[Stored data entries]
*** Begin section ***
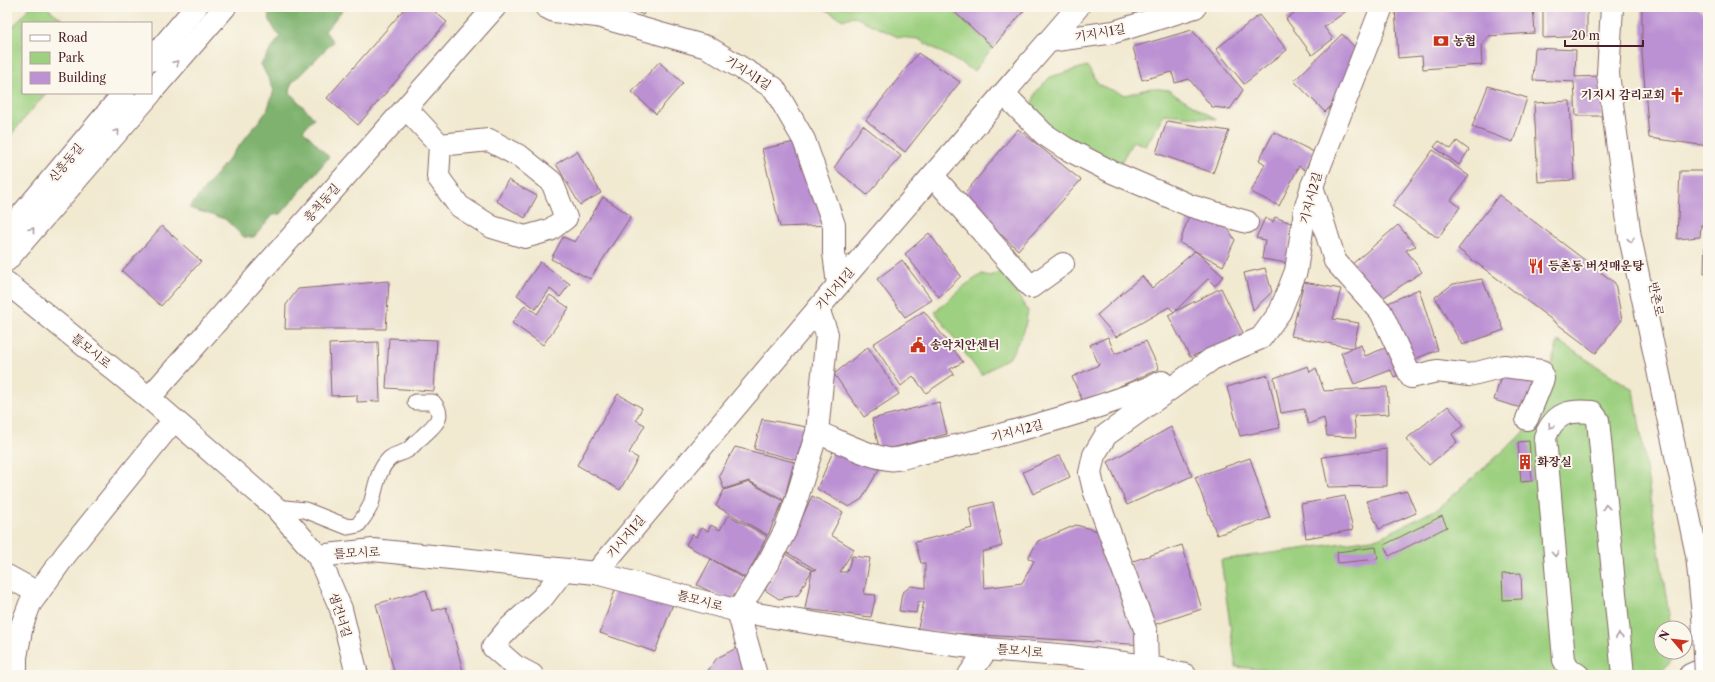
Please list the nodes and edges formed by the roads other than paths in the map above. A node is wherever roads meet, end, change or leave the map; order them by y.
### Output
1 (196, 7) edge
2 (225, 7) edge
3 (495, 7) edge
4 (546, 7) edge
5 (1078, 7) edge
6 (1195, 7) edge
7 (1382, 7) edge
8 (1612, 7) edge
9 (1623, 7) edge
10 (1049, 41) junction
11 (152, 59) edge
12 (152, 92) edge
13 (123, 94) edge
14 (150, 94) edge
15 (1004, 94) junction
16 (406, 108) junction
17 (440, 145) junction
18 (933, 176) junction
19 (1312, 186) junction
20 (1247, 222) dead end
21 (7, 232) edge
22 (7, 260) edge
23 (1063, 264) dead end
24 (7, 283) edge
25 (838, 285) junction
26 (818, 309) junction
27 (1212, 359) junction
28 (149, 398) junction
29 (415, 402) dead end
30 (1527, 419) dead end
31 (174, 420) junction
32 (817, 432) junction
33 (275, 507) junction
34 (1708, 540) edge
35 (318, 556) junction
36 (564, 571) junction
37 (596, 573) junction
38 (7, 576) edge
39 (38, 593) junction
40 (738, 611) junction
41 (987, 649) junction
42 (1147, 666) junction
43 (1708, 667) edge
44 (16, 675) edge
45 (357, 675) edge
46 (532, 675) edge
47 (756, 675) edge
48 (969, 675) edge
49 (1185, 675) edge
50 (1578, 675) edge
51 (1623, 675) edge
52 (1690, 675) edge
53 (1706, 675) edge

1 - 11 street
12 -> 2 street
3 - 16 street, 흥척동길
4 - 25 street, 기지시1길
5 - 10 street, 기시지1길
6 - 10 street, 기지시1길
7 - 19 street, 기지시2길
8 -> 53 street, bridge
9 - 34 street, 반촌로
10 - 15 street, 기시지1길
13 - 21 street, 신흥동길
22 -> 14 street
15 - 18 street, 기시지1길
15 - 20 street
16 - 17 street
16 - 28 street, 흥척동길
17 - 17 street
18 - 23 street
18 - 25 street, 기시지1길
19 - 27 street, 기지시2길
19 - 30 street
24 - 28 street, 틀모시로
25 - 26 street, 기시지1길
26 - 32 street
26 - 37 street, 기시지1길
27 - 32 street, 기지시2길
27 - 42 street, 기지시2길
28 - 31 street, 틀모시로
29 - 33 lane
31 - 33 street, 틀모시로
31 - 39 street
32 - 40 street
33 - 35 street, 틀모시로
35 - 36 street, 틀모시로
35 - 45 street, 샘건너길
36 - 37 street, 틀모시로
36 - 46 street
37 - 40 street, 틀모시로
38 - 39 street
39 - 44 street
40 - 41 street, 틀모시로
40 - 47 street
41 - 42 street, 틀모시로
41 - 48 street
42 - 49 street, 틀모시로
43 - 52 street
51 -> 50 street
*** End section ***
TASK ITEM: Please retype every record exactly, leaving the pictures out.

ANSWER TO THE EXERCISE:
Please list the nodes and edges formed by the roads other than paths in the map above. A node is wherever roads meet, end, change or leave the map; order them by y.
### Output
1 (196, 7) edge
2 (225, 7) edge
3 (495, 7) edge
4 (546, 7) edge
5 (1078, 7) edge
6 (1195, 7) edge
7 (1382, 7) edge
8 (1612, 7) edge
9 (1623, 7) edge
10 (1049, 41) junction
11 (152, 59) edge
12 (152, 92) edge
13 (123, 94) edge
14 (150, 94) edge
15 (1004, 94) junction
16 (406, 108) junction
17 (440, 145) junction
18 (933, 176) junction
19 (1312, 186) junction
20 (1247, 222) dead end
21 (7, 232) edge
22 (7, 260) edge
23 (1063, 264) dead end
24 (7, 283) edge
25 (838, 285) junction
26 (818, 309) junction
27 (1212, 359) junction
28 (149, 398) junction
29 (415, 402) dead end
30 (1527, 419) dead end
31 (174, 420) junction
32 (817, 432) junction
33 (275, 507) junction
34 (1708, 540) edge
35 (318, 556) junction
36 (564, 571) junction
37 (596, 573) junction
38 (7, 576) edge
39 (38, 593) junction
40 (738, 611) junction
41 (987, 649) junction
42 (1147, 666) junction
43 (1708, 667) edge
44 (16, 675) edge
45 (357, 675) edge
46 (532, 675) edge
47 (756, 675) edge
48 (969, 675) edge
49 (1185, 675) edge
50 (1578, 675) edge
51 (1623, 675) edge
52 (1690, 675) edge
53 (1706, 675) edge

1 - 11 street
12 -> 2 street
3 - 16 street, 흥척동길
4 - 25 street, 기지시1길
5 - 10 street, 기시지1길
6 - 10 street, 기지시1길
7 - 19 street, 기지시2길
8 -> 53 street, bridge
9 - 34 street, 반촌로
10 - 15 street, 기시지1길
13 - 21 street, 신흥동길
22 -> 14 street
15 - 18 street, 기시지1길
15 - 20 street
16 - 17 street
16 - 28 street, 흥척동길
17 - 17 street
18 - 23 street
18 - 25 street, 기시지1길
19 - 27 street, 기지시2길
19 - 30 street
24 - 28 street, 틀모시로
25 - 26 street, 기시지1길
26 - 32 street
26 - 37 street, 기시지1길
27 - 32 street, 기지시2길
27 - 42 street, 기지시2길
28 - 31 street, 틀모시로
29 - 33 lane
31 - 33 street, 틀모시로
31 - 39 street
32 - 40 street
33 - 35 street, 틀모시로
35 - 36 street, 틀모시로
35 - 45 street, 샘건너길
36 - 37 street, 틀모시로
36 - 46 street
37 - 40 street, 틀모시로
38 - 39 street
39 - 44 street
40 - 41 street, 틀모시로
40 - 47 street
41 - 42 street, 틀모시로
41 - 48 street
42 - 49 street, 틀모시로
43 - 52 street
51 -> 50 street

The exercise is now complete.